OK so now for the anomaly. This issue with "feeling like crap if I eat VLC" has gone on for three years. Three years! That's a long and consistent time.

But 5 days ago we went VLC because I wanted my (13 year old) daughter to do this for awhile. She has been consistently losing weight on the "mostly except occasionally" low-carb that we've been eating for quite some time, but verrrrrry slowly. I wanted to bring it back to only-basics and see if we could do something better for her speed of weight loss. Or to correct that, size-loss: she hasn't lost a single pound on the scale although she has lost at least two shirt sizes and her pants fit very differently. I had intended to add in some other foods for me, to up my own carbs; I bought avocados partly for that purpose that I'm ripening. But then I ended up working very long hours and just not getting around to it.

And then I realized that by now I should feel hideous but actually, I feel really good. After 3 years, suddenly I can eat VLC again and it works for me? Really?! What the heck!

Could it be all the supplementation? That is the one thing that has changed. I don't have any easy way to parse out what element of supplementation might be responsible, unless it's just a synergy of some kind.

I've had a lot of people tell me they were the same way. They ate VLC, felt great, lost weight, then at some point just could not do VLC at all without feeling like crap. But if they increased their carbs they felt ok again. Maybe not good but ok. Mostly women have told me that. So I know that wasn't just me, I wasn't just spontaneously imagining it, and heck, not for 3 years!
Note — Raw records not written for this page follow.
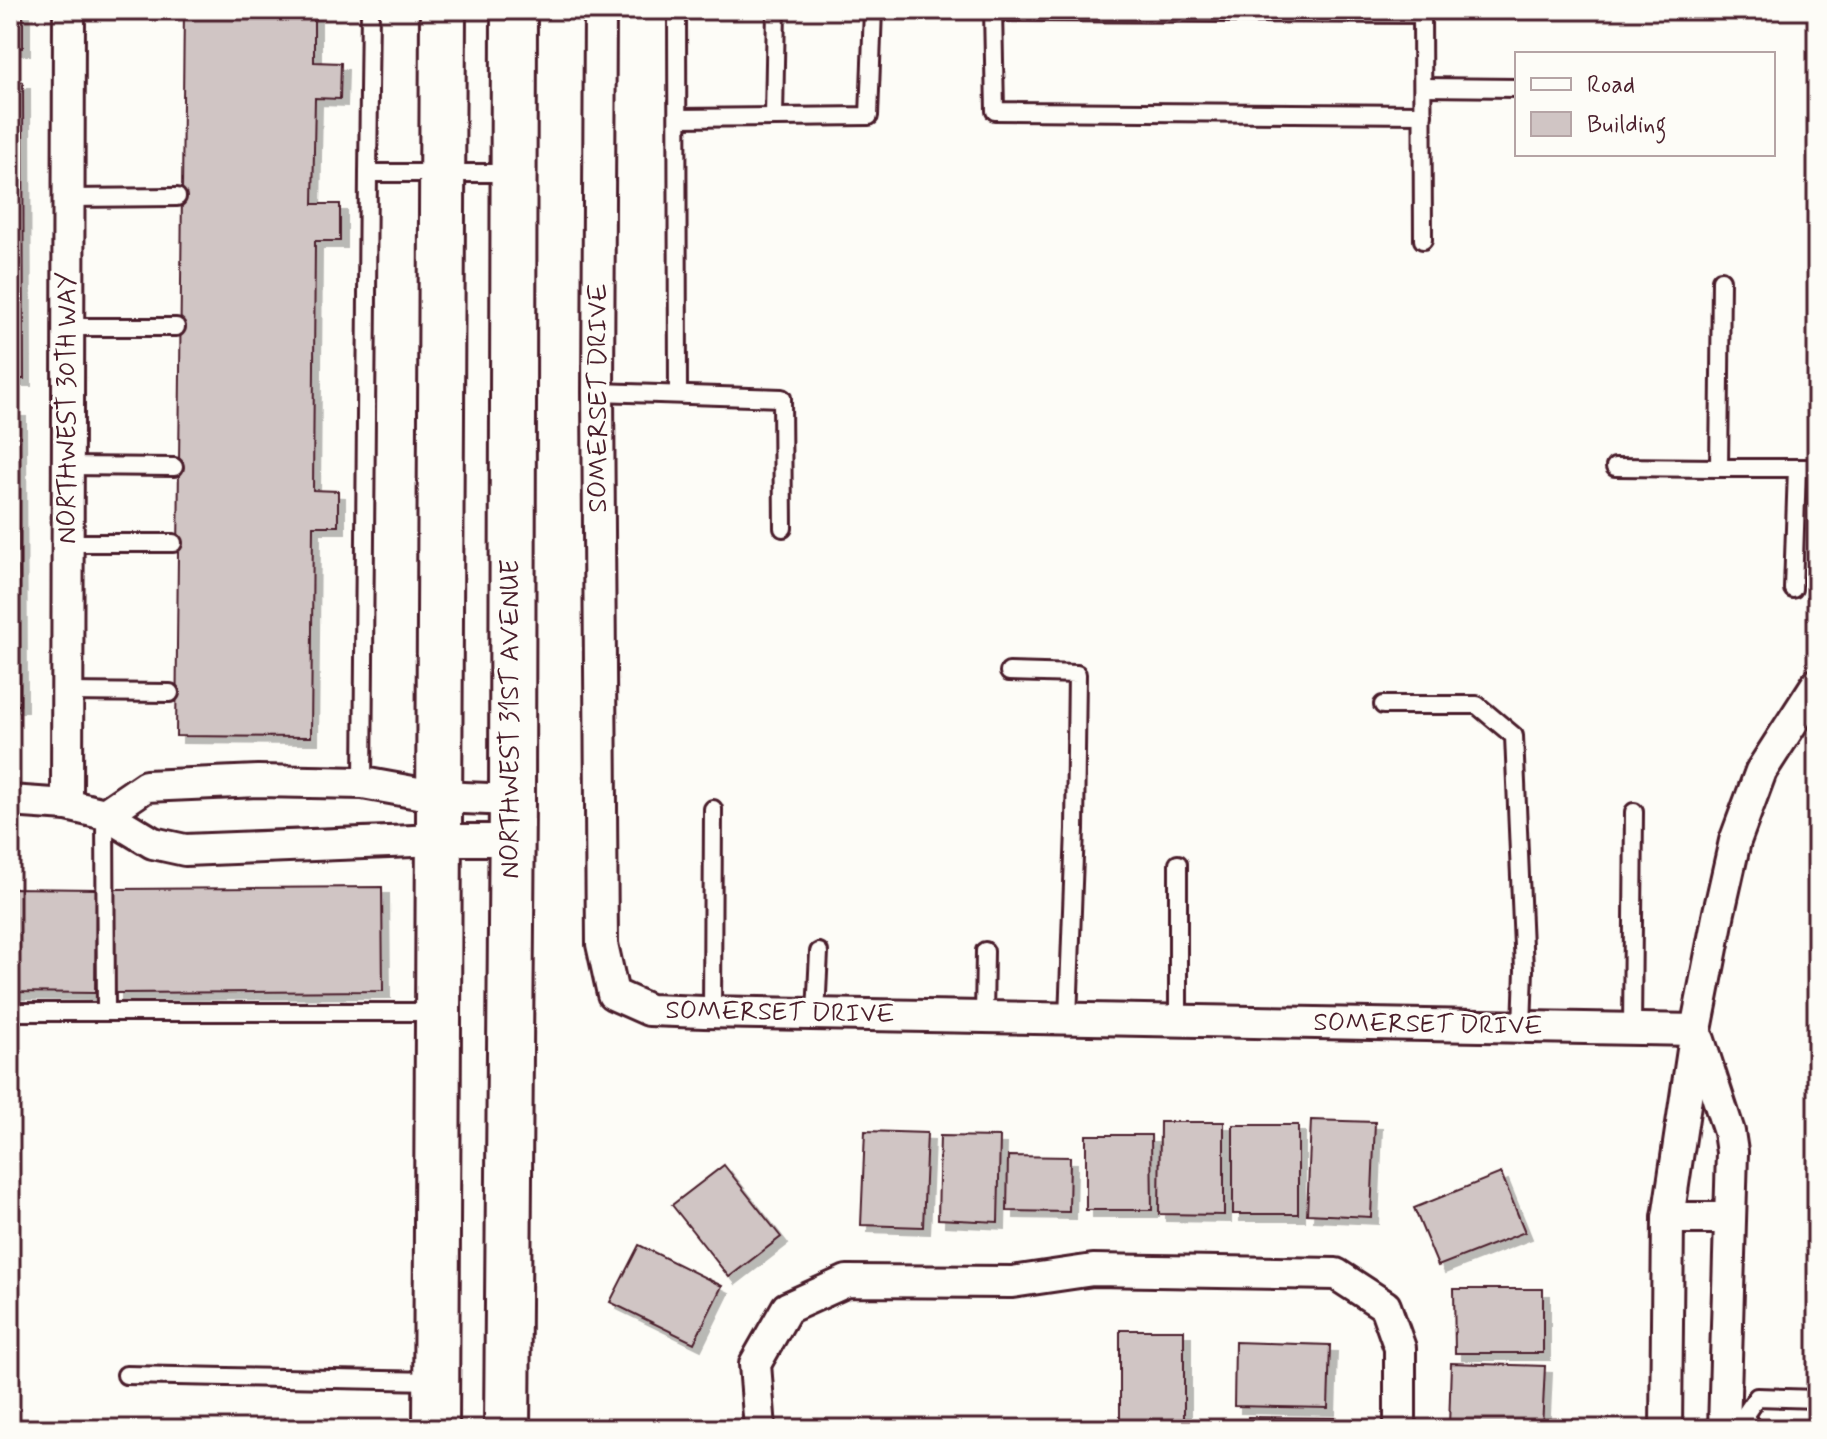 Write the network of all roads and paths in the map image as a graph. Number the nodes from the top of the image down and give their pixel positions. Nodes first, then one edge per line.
1 (69, 10) edge
2 (370, 10) edge
3 (443, 10) edge
4 (514, 10) edge
5 (600, 10) edge
6 (677, 10) edge
7 (776, 10) edge
8 (873, 10) edge
9 (993, 11) edge
10 (1422, 12) edge
11 (1423, 87) junction
12 (1515, 88) edge
13 (1423, 114) junction
14 (774, 117) junction
15 (678, 118) junction
16 (443, 172) junction
17 (368, 173) junction
18 (513, 173) junction
19 (177, 197) dead end
20 (68, 198) junction
21 (1423, 240) dead end
22 (1721, 280) dead end
23 (68, 327) junction
24 (176, 327) dead end
25 (598, 392) junction
26 (678, 393) junction
27 (68, 466) junction
28 (174, 467) dead end
29 (1615, 467) dead end
30 (1719, 468) junction
31 (1797, 468) junction
32 (1817, 468) edge
33 (783, 528) dead end
34 (67, 543) junction
35 (173, 543) dead end
36 (1793, 589) dead end
37 (1009, 672) dead end
38 (1817, 684) edge
39 (67, 692) junction
40 (170, 693) dead end
41 (1383, 705) dead end
42 (363, 783) junction
43 (440, 797) junction
44 (10, 801) edge
45 (67, 805) junction
46 (713, 809) dead end
47 (1634, 812) dead end
48 (105, 814) junction
49 (511, 820) junction
50 (439, 840) junction
51 (1178, 864) dead end
52 (985, 951) dead end
53 (819, 952) dead end
54 (10, 1012) edge
55 (106, 1012) junction
56 (438, 1012) junction
57 (712, 1012) junction
58 (816, 1014) junction
59 (984, 1017) junction
60 (1068, 1019) junction
61 (1178, 1021) junction
62 (1522, 1027) junction
63 (1632, 1029) junction
64 (1696, 1030) junction
65 (1720, 1217) junction
66 (1668, 1218) junction
67 (126, 1375) dead end
68 (436, 1381) junction
69 (1817, 1399) edge
70 (1737, 1422) edge
71 (436, 1429) edge
72 (507, 1429) edge
73 (760, 1429) edge
74 (1400, 1429) edge
75 (1666, 1429) edge

1 - 20 street, NORTHWEST 30TH WAY
2 - 17 lane
3 - 16 main road
4 - 18 main road, NORTHWEST 31ST AVENUE
5 - 25 street, SOMERSET DRIVE
6 - 15 lane
7 - 14 lane
8 - 14 lane
9 - 10 lane
9 - 13 lane
10 - 11 lane
11 - 12 lane
11 - 13 lane
13 - 21 lane
14 - 15 lane
15 - 26 lane
16 - 17 lane
16 - 18 lane
16 - 43 main road
17 - 42 lane
18 - 49 main road, NORTHWEST 31ST AVENUE
19 - 20 lane
20 - 23 street, NORTHWEST 30TH WAY
22 - 30 lane
23 - 24 lane
23 - 27 street, NORTHWEST 30TH WAY
25 - 26 lane
25 - 57 street, SOMERSET DRIVE
26 - 33 lane
27 - 28 lane
27 - 34 street, NORTHWEST 30TH WAY
29 - 30 lane
30 - 31 lane
31 - 32 lane
31 - 36 lane
34 - 35 lane
34 - 39 street, NORTHWEST 30TH WAY
37 - 60 lane
38 - 64 street
39 - 40 lane
39 - 45 street, NORTHWEST 30TH WAY
41 - 62 lane
42 - 43 street
42 - 48 street
43 - 49 street
43 - 50 main road
44 - 45 street
45 - 48 street
46 - 57 lane
47 - 63 lane
48 - 50 street
48 - 55 lane
49 - 50 street
49 - 72 main road, NORTHWEST 31ST AVENUE
50 - 56 main road
51 - 61 lane
52 - 59 lane
53 - 58 lane
54 - 55 lane
55 - 56 lane
56 - 68 main road
57 - 58 street, SOMERSET DRIVE
58 - 59 street, SOMERSET DRIVE
59 - 60 street, SOMERSET DRIVE
60 - 61 street, SOMERSET DRIVE
61 - 62 street, SOMERSET DRIVE
62 - 63 street, SOMERSET DRIVE
63 - 64 street, SOMERSET DRIVE
64 - 65 street
64 - 66 street
65 - 66 street
65 - 70 street
66 - 75 street
67 - 68 lane
68 - 71 main road
69 - 70 lane
73 - 74 street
And yet spontaneously after 3 years it suddenly doesn't work that way anymore. Suddenly VLC feels just fabulous again, I'm losing the initial water weight at decent speed, I am vastly more energetic and optimistic than I am off low-carb of course, like everything is back to the way it used to be. I'm utterly baffled.

Could it just be time? Like the body needs some period of recovery after losing a lot of weight really fast? And in my case that's a *really* long time? I've eaten back and forth from LC to HC for the last 3 years. (As a result my weight has gone from 356-405 about 8 times in that period. I don't really take it that seriously, since 20+ of that is water weight anyway.)

Or is it the nutrient supplementation?

Or -- this is hilarious -- could it be that the huge quantity of supplements, all added together, plus the liquids, simply kick my carb intake every other day up 20-40 carbs? So in a way I'm getting more carbs but I'm not having to a eat a likely-triggering food for it?

It's a mystery. I don't know, but I'm happy about it!